# Free OYSTERS, $1 off drinks and the grill.



## AQUA HUNTRESS (May 23, 2008)

*FREE Oyster Night, Wednesday, 7/23/2014.*

*Free Oysters is occurring at Gilligan's Tiki Hut, Pool side, Gulf of Mexico View, on Property at the Hampton Inn, Pensacola Beach.
*
*We are bringing the grill out and everyone is welcome to bring something to throw on it to share.*

*We will be making fish tacos.*

*The bar gives PFF'ers and locals $1 off drinks.*

*This is the Fifth Season of enjoying the Hospitality these gracious folks have displayed to us "Local Oyster Suckers".

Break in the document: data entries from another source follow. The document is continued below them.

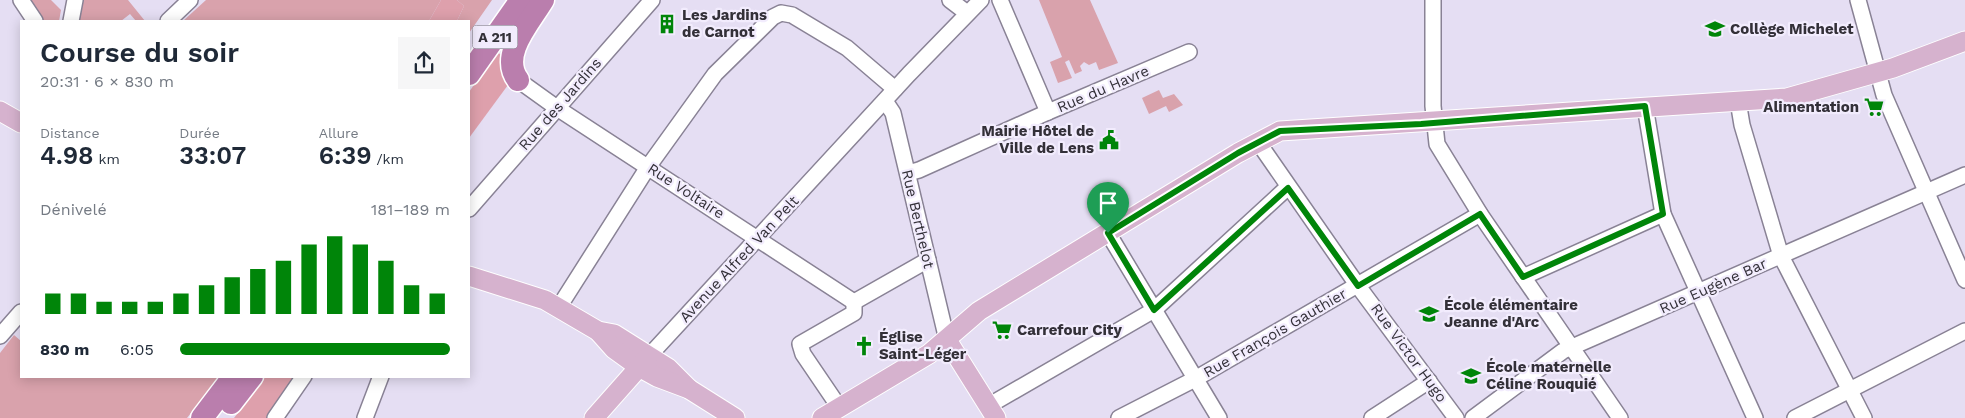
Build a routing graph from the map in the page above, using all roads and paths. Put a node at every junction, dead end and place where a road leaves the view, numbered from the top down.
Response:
1 (21, 0) edge
2 (76, 0) edge
3 (190, 0) edge
4 (504, 0) edge
5 (521, 0) edge
6 (543, 0) edge
7 (652, 0) edge
8 (950, 0) edge
9 (981, 0) edge
10 (1000, 0) edge
11 (1434, 0) edge
12 (1858, 0) edge
13 (967, 13) junction
14 (34, 20) edge
15 (71, 20) edge
16 (169, 20) edge
17 (1965, 42) edge
18 (470, 49) edge
19 (1189, 52) dead end
20 (1878, 72) junction
21 (470, 73) edge
22 (518, 80) joint
23 (895, 90) junction
24 (0, 99) edge
25 (884, 101) junction
26 (1738, 101) junction
27 (1645, 106) junction
28 (20, 108) edge
29 (556, 108) junction
30 (0, 111) edge
31 (1048, 112) junction
32 (1434, 121) junction
33 (20, 122) edge
34 (1258, 142) junction
35 (648, 167) junction
36 (908, 174) junction
37 (1965, 174) edge
38 (1288, 188) junction
39 (1925, 192) junction
40 (470, 208) edge
41 (1480, 214) junction
42 (1663, 214) junction
43 (1108, 233) junction
44 (758, 238) junction
45 (1781, 256) junction
46 (928, 260) junction
47 (470, 276) edge
48 (1523, 277) junction
49 (1965, 280) edge
50 (1358, 286) junction
51 (1698, 293) junction
52 (854, 302) junction
53 (559, 307) junction
54 (1154, 310) junction
55 (20, 313) edge
56 (1965, 331) edge
57 (0, 336) edge
58 (948, 340) junction
59 (1572, 348) junction
60 (644, 362) junction
61 (232, 378) edge
62 (250, 378) edge
63 (303, 378) edge
64 (380, 378) edge
65 (1195, 379) junction
66 (1429, 381) junction
67 (1850, 390) junction
68 (839, 407) junction
69 (992, 412) edge
70 (202, 418) edge
71 (220, 418) edge
72 (275, 418) edge
73 (365, 418) edge
74 (594, 418) edge
75 (735, 418) edge
76 (822, 418) edge
77 (1119, 418) edge
78 (1219, 418) edge
79 (1372, 418) edge
80 (1456, 418) edge
81 (1473, 418) edge
82 (1620, 418) edge
83 (1755, 418) edge
84 (1795, 418) edge
85 (1864, 418) edge

1 - 14 street
2 - 15 street
3 - 16 street
4 - 18 highway, A 211
5 - 21 highway, A 211
6 - 22 highway
7 - 29 street, Rue des Jardins
8 - 13 street
9 - 13 street, Avenue Alfred Van Pelt
10 - 31 street
11 - 32 street
12 - 20 street
13 - 23 street, Avenue Alfred Van Pelt
17 - 20 main road
19 - 31 street, Rue du Havre
20 - 26 main road
20 - 39 street
22 - 29 street, Rue Voltaire
23 - 25 street, Avenue Alfred Van Pelt
23 - 35 street
24 - 28 main road
25 - 36 street, Rue Berthelot
25 - 44 street, Avenue Alfred Van Pelt
26 - 27 main road
26 - 45 street
27 - 32 main road
27 - 42 street
29 - 35 street, Rue Voltaire
29 - 40 street, Rue des Jardins
30 - 33 main road
31 - 36 street, Rue du Havre
32 - 34 main road
32 - 41 street
34 - 38 street, Rue Victor Hugo
34 - 43 main road
35 - 44 street, Rue Voltaire
35 - 53 street
36 - 46 street, Rue Berthelot
37 - 39 street, Rue Eugène Bar
38 - 50 street, Rue Victor Hugo
38 - 54 street
39 - 45 street, Rue Eugène Bar
39 - 49 street
41 - 48 street
41 - 50 street, Rue François Gauthier
42 - 48 street
42 - 51 street
43 - 54 street
43 - 58 main road
44 - 52 street, Rue Voltaire
44 - 60 street, Avenue Alfred Van Pelt
45 - 51 street, Rue Eugène Bar
45 - 67 street
46 - 52 street
46 - 58 street, Rue Berthelot
47 - 53 main road
48 - 59 street
50 - 65 street, Rue François Gauthier
50 - 66 street, Rue Victor Hugo
51 - 59 street, Rue Eugène Bar
51 - 83 street
52 - 68 street
53 - 60 main road
54 - 65 street
54 - 69 street
55 - 57 street
56 - 67 street
58 - 68 main road
58 - 69 main road
59 - 81 street, Rue Eugène Bar
59 - 82 street
60 - 74 main road, Avenue Alfred Van Pelt
60 - 75 main road
61 - 70 highway
62 - 71 highway
63 - 72 street
64 - 73 street
65 - 77 street, Rue François Gauthier
65 - 78 street
66 - 79 street
66 - 80 street, Rue Victor Hugo
67 - 84 street
67 - 85 street
68 - 76 main road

**They start shucking about 3:30 pm and shuck till they are out of oysters. Somewhere about 7:30 or so. 

**PFF'ers show up between 6 - 7 pm, as most of us have jobs and work. 

**But you are invited to attend earlier if you want. This is open to all.

*


----------



## jjam (Dec 9, 2007)

Heading that way as soon as I clean the boat from today's trip. 

Pork tenderloin marinating for the grill while I perform the above task.

See ya out there!

Jimmy


----------



## h2o4u (Dec 1, 2011)

I hate we missed out yesterday but LuLu and I will definitely be there next Wednesday the 30th the last one for July.
Hopefully we can generate a good crowd of PFFers.


----------



## h2o4u (Dec 1, 2011)

Clay doh this will be a good time to meet up if you can swing it.


----------



## BananaTom (Feb 16, 2008)

Sorry we missed it. Hanging in Breckenridge Colorado this week.


----------



## KingCrab (Apr 29, 2012)

Me too , had break'in (AC) ridge pool games going. As soon as it cools off some..... I'm coming. Need a breeze. I Hate HOT.:shifty:


----------



## h2o4u (Dec 1, 2011)

Bump for à good time.


----------



## h2o4u (Dec 1, 2011)

Anyone heading out this evening?


----------



## Caddy Yakker (May 21, 2011)

h2o4u said:


> Anyone heading out this evening?


I'll be there! Its been a while since I made it out there on Wed.


----------



## Deeplines (Sep 28, 2007)

Stopped by Corrina 2 to see if she would be a DD, but she wasn't home. 

Maybe in 2 weeks for me.


----------